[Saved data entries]
____

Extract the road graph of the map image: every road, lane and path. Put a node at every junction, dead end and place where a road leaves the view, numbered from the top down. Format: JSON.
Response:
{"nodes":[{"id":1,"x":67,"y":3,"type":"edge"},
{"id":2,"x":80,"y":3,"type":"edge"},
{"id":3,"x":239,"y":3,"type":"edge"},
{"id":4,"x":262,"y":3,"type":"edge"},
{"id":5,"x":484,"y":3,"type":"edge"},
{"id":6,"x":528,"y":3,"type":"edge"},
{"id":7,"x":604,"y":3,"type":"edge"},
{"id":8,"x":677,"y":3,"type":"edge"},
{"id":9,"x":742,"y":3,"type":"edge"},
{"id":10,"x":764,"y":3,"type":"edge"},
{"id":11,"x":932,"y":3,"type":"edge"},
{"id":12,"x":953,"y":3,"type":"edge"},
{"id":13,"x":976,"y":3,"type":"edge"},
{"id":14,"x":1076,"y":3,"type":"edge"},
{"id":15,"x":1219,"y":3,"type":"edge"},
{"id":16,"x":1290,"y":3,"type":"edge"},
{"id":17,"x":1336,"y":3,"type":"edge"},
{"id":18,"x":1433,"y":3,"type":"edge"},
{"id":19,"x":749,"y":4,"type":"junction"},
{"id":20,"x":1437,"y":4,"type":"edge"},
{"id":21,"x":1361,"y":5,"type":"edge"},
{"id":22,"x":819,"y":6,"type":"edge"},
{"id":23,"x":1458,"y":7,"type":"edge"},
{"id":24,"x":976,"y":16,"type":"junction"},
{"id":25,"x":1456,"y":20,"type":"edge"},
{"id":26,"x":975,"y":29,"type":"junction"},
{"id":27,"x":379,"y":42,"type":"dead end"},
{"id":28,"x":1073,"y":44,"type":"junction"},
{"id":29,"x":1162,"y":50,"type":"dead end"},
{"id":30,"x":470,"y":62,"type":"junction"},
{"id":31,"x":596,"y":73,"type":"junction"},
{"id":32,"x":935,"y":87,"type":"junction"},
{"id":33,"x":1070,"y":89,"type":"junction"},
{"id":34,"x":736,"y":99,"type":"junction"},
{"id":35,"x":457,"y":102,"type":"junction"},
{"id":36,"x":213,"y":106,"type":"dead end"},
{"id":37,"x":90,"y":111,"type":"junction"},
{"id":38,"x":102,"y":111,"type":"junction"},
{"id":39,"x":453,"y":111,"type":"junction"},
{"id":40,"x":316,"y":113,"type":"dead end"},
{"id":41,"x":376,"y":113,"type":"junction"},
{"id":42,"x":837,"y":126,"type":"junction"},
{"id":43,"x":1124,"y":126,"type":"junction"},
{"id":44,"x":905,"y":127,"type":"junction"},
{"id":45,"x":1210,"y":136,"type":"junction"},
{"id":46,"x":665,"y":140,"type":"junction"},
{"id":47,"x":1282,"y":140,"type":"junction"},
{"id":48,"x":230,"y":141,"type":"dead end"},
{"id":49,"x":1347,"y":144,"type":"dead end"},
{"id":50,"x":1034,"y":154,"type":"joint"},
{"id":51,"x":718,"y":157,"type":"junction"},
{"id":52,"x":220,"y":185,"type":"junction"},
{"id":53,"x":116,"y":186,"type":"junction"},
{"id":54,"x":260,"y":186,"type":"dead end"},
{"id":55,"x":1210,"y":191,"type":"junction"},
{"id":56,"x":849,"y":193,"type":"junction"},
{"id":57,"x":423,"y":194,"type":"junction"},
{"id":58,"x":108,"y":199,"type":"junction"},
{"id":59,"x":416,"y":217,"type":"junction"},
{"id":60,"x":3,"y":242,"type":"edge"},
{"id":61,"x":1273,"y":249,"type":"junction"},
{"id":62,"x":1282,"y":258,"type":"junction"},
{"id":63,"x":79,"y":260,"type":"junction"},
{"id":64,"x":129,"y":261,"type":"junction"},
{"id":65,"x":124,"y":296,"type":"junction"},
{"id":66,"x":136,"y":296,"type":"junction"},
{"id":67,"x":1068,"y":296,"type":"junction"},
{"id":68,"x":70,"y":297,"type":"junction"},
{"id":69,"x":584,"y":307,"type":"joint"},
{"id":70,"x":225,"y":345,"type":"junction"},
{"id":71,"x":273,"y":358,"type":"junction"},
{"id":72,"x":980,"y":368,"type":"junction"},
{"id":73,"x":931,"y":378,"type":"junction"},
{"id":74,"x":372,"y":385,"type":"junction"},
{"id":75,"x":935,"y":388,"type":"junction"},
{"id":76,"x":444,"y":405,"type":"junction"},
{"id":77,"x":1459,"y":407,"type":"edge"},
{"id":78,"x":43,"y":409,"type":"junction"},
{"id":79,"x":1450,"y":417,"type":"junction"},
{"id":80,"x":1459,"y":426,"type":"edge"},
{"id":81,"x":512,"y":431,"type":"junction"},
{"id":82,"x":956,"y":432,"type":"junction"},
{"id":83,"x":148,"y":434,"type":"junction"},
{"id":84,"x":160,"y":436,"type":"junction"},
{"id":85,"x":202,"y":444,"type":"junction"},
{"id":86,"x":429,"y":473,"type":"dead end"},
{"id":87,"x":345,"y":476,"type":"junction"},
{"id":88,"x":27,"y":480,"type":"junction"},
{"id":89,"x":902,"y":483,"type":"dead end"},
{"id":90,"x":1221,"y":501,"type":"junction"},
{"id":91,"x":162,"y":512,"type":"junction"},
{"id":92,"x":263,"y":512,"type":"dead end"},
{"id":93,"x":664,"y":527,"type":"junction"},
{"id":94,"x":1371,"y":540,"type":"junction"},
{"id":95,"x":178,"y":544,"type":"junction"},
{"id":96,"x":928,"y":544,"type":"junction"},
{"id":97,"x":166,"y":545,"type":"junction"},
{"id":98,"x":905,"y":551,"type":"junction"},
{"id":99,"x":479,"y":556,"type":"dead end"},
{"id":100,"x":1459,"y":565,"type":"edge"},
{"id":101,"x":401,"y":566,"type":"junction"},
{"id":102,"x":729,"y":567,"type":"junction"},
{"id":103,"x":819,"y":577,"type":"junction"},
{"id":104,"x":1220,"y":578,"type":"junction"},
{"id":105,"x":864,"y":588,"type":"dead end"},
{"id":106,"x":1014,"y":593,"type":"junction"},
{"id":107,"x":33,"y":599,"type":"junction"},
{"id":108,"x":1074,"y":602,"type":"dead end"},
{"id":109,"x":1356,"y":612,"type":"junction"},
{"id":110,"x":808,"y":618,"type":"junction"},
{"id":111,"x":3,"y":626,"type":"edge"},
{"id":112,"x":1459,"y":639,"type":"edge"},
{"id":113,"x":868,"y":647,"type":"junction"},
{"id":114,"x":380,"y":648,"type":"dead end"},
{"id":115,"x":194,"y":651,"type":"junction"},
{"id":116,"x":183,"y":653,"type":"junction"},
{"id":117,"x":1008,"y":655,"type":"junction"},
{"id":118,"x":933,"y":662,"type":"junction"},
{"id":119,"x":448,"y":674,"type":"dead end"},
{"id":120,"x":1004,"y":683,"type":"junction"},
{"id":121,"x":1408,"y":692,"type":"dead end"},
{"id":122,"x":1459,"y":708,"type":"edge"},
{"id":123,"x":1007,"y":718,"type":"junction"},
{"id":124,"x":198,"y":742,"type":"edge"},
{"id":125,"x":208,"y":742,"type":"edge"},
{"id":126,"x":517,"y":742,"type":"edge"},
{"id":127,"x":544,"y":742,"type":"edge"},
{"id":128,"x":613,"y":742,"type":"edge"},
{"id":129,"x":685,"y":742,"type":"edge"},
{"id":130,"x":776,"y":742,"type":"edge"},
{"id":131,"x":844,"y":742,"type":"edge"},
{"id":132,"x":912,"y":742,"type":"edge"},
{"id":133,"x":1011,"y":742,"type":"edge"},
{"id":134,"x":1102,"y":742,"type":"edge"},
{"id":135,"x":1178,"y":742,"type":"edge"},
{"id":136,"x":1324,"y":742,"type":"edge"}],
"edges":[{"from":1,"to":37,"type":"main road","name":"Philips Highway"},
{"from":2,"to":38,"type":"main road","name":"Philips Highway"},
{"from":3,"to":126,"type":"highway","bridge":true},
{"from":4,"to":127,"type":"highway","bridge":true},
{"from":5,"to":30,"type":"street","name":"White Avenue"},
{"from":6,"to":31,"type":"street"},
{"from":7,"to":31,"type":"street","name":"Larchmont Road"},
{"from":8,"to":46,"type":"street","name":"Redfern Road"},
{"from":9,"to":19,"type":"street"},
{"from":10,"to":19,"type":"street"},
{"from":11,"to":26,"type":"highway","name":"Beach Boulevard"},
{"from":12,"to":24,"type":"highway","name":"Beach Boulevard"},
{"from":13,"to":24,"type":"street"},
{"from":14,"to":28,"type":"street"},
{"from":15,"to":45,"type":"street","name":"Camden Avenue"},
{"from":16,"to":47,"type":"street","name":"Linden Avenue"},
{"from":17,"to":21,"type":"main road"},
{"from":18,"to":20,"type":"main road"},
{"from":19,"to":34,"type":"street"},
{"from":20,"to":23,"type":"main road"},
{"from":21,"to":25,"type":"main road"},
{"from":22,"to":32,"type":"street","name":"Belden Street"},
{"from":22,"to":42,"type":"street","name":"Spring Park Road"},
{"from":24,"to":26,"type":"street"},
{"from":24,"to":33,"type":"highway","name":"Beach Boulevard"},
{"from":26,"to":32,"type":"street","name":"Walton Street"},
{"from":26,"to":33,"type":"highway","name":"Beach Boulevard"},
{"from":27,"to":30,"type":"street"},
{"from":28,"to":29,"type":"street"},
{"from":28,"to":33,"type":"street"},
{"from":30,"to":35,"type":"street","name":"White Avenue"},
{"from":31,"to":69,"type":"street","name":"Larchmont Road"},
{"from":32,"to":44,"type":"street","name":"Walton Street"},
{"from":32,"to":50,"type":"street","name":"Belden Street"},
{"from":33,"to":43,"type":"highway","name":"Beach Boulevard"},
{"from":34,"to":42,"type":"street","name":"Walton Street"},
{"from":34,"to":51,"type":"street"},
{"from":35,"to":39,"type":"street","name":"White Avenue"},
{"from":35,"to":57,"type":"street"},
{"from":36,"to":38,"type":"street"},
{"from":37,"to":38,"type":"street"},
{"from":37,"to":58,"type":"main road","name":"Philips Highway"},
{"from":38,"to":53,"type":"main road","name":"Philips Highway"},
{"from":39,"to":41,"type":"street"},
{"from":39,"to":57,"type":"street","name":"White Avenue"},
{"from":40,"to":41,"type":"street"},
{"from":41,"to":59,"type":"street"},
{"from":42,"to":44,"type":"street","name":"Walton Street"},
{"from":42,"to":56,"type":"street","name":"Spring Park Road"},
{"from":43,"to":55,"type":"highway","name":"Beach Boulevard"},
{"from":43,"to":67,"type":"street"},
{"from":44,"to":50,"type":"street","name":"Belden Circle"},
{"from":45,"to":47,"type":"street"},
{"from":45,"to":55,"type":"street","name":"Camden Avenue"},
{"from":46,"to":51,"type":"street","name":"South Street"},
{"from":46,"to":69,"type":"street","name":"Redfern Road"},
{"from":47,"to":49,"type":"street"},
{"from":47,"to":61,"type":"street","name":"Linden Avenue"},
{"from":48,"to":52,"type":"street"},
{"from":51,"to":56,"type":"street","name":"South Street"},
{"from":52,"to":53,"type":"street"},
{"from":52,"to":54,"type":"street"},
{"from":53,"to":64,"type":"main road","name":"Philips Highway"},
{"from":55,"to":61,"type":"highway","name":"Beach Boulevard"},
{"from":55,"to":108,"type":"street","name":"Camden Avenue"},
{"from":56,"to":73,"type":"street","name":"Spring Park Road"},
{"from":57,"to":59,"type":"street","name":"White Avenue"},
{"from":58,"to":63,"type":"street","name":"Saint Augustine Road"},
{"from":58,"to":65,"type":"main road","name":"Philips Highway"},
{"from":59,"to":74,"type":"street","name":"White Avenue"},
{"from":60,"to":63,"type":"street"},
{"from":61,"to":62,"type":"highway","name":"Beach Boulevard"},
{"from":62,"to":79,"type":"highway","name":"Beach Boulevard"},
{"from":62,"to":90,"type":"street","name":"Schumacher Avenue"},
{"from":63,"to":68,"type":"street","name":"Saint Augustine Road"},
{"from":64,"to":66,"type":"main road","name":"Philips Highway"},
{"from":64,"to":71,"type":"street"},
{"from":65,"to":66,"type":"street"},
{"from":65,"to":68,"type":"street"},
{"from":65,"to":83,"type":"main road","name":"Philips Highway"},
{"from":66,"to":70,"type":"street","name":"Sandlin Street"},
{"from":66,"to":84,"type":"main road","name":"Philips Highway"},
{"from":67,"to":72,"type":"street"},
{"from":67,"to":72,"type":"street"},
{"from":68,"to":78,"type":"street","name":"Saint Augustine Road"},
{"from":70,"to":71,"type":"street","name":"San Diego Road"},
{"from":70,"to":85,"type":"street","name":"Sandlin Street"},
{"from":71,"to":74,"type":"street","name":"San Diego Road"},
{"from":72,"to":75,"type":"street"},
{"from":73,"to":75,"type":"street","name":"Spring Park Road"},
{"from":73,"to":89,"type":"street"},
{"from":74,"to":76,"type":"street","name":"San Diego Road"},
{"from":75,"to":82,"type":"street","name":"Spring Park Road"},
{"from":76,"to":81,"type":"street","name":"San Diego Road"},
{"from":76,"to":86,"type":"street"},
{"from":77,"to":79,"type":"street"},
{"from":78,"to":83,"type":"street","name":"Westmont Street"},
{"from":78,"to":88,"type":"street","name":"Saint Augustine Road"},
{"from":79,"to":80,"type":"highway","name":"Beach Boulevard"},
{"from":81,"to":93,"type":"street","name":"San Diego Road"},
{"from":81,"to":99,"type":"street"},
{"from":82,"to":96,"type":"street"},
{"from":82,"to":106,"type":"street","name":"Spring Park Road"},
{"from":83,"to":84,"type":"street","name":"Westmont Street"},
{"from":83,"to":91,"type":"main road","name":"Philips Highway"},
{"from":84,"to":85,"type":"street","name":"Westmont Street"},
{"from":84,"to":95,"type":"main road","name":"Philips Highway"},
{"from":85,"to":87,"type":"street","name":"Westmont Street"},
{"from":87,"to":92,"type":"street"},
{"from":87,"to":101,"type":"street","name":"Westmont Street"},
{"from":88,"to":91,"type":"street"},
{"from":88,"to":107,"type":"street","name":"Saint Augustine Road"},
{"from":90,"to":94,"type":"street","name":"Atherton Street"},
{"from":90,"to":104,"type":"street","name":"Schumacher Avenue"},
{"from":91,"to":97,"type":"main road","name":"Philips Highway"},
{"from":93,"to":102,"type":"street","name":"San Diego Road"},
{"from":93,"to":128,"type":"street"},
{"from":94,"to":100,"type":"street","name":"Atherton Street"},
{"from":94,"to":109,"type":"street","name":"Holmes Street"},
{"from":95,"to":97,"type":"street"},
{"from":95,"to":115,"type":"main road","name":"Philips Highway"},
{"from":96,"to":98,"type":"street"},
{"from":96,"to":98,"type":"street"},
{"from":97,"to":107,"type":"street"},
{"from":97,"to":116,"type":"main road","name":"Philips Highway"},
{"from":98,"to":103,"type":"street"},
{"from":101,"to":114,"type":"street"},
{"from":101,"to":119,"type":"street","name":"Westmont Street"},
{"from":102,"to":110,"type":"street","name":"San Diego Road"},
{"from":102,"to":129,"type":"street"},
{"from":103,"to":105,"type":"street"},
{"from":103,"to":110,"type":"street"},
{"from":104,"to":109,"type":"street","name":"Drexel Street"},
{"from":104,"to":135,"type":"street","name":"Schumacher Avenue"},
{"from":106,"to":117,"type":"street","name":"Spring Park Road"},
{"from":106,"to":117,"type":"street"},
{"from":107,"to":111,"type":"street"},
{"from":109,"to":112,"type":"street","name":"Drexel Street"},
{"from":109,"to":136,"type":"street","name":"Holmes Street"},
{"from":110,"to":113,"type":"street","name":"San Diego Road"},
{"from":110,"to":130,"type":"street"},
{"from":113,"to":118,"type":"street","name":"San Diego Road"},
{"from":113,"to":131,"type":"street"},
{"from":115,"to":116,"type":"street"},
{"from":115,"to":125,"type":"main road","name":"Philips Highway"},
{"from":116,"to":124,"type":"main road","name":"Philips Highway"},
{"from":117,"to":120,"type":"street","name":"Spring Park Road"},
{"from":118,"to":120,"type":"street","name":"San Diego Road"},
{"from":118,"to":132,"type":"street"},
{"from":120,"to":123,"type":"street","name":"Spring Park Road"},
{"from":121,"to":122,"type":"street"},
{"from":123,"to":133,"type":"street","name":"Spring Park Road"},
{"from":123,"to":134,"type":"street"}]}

____

- _Brief_
Among the lines above, which ones include the word "Linden"? Copy them.

- _Exercise answer_
{"from":16,"to":47,"type":"street","name":"Linden Avenue"},
{"from":47,"to":61,"type":"street","name":"Linden Avenue"},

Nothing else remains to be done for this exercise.